The commission's report on the inner London letter post was presented to Parliament on 31 March 1980 and was published on 1 April 1980. When the report was published my right hon. Friend the Minister for Consumer Affairs said that the Secretary of State for Industry would now be discussing with the chairman of the Post Office board how the weaknesses pointed to in the report could be remedied so that the Post Office's standards of service could be restored to an acceptable level. She said that a further announcement would be made when agreement had been reached on a programme of action.
The chairman designate—(Posts and National Girobank)—has now sent me a programme of action which I am laying before the House today.
I am satisfied that the Post Office has examined the commission's report, and in particular its recommendations, and has responded in a positive and constructive manner. It has accepted all but four of the commission's recommendations, although in some cases that acceptance is subject to qualifications of cost or profitability. The Government have discussed these qualifications with the Post Office and accept the Post Office's reasons for them. Likewise, in the case of the four recommendations that the Post Office feels unable to accept I am satisfied that it has taken full account of the commission's reasons, and that its position can be justified. The programme of action which I am placing in the Library of the 475W House, concentrates, rightly, on the main areas of public interest identified by the commission. The Post Office has made very clear that it intends to improve productivity, quality of service, and to eliminate restrictive working practices, with all possible speed. Indeed, in all these areas progress has already been made and is continuing.

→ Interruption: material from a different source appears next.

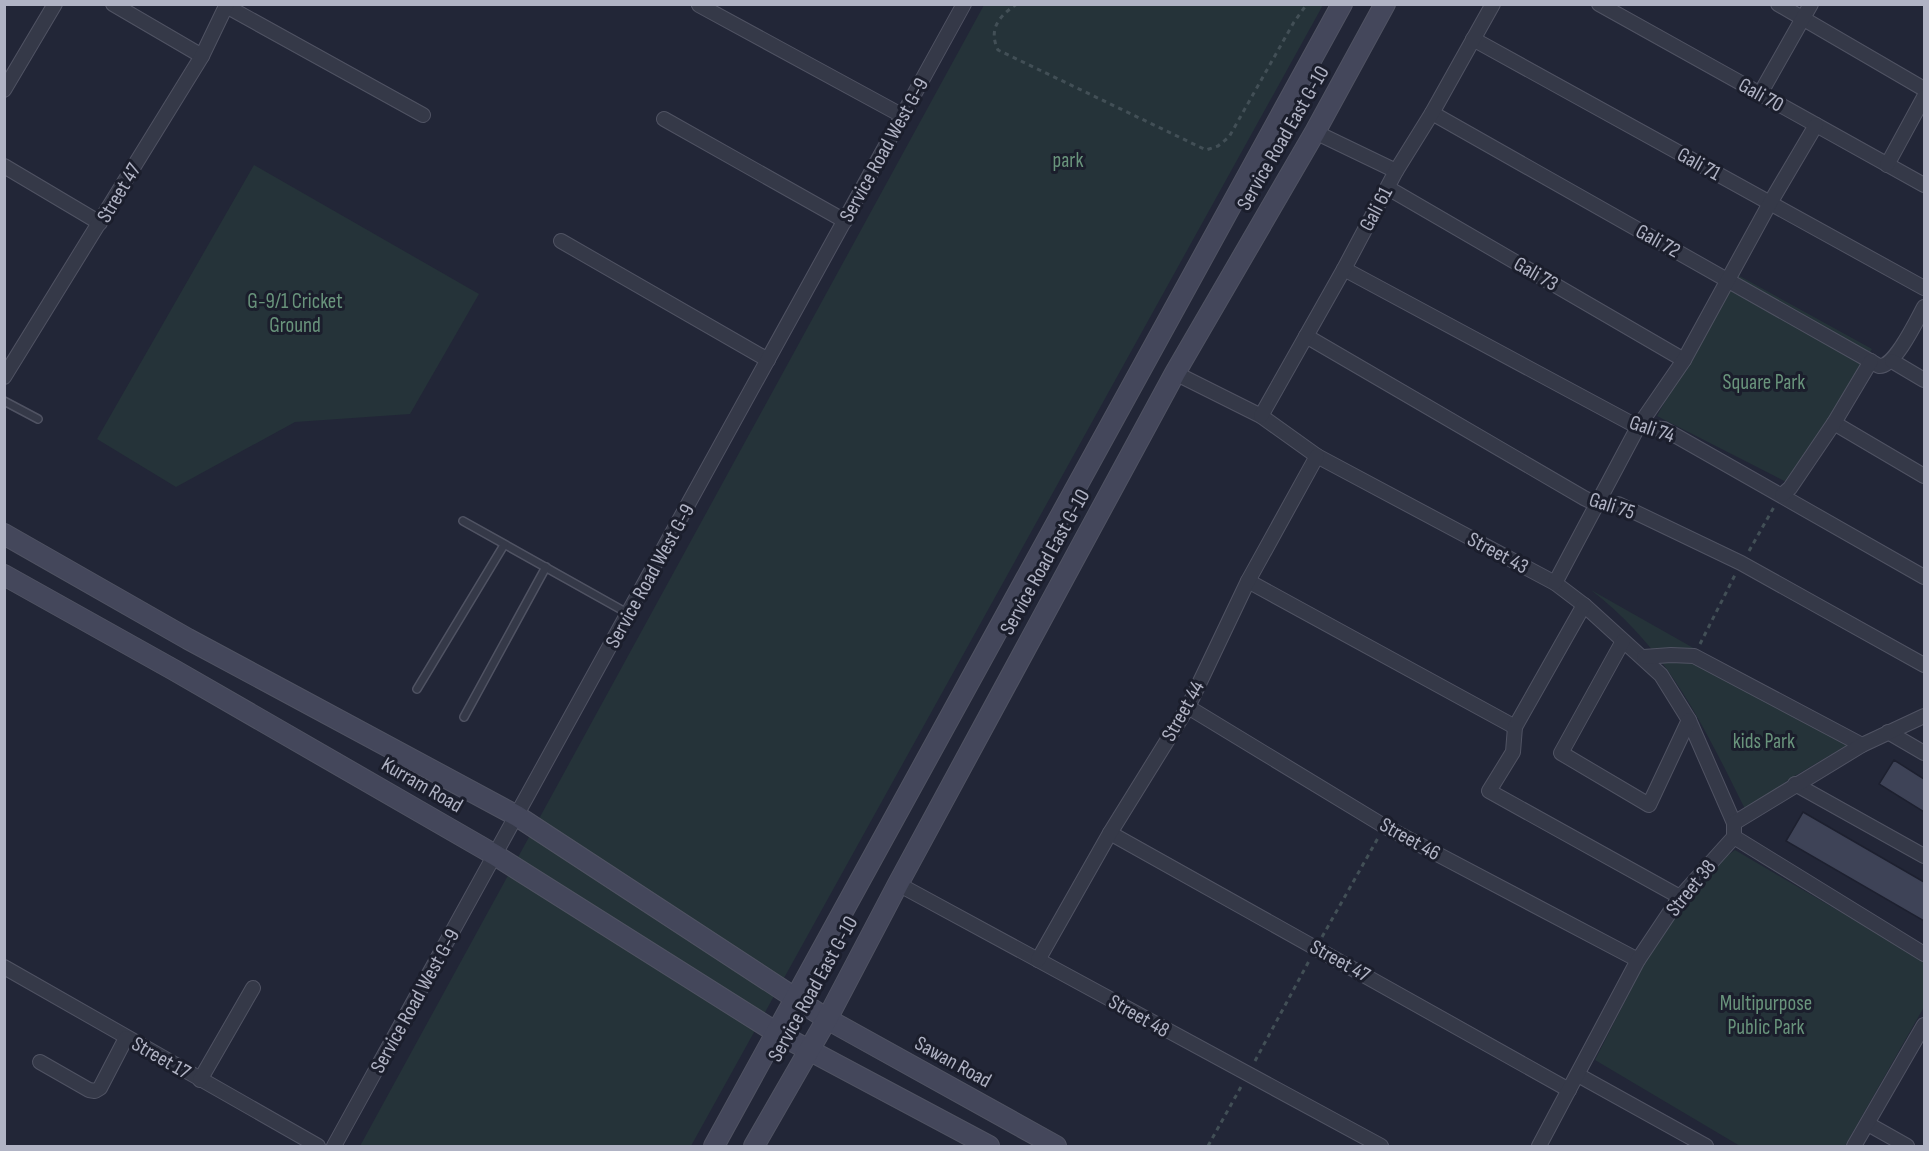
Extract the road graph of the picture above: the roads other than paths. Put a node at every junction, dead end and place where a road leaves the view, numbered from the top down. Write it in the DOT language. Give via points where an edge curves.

The Government note in particular that in relation to recommendation 28 the Post Office has set itself the objective of achieving an increase in productivity of 15 per cent. over the three-year period, with the intention of further improvement thereafter. The Government will await the report on the prospects for such further improvement which the Post Office has undertaken in its response to provide in the light of progress over the next year. In considering that report they will have in mind the Post Office's acceptance of the desirability of a return of productivity to former levels as recommended by the commission.
I have paid particular attention to paragraphs 12.15 to 12.22 of the corn-mission's report, which deals, inter alia, with financial targets and performance objectives. The Government recognise the need for an examination of postal business's performance aims and financial target and their relationship to productivity and quality of service and they have agreed with the Post Office that the Government and the Post Office should examine this whole area to see whether any improvement is needed. I shall be reporting on the outcome of this examination.
The Government have also noted recommendation 36, which says that advantage should be taken of the forthcoming separation of the postal and telecommunications businesses to consider the appointment at board level of executive directors with wide experience of financial and personnel management in commerce or industry.
Finally, I stress that it is imperative that progress on implementing the report's recommendations be sustained both in the immediate future and in the longer term. I shall ask the Department's officials to monitor progress very closely, and in two to three years' time shall consider whether a further public inquiry into the general question of the Post Office's efficiency and costs is called for.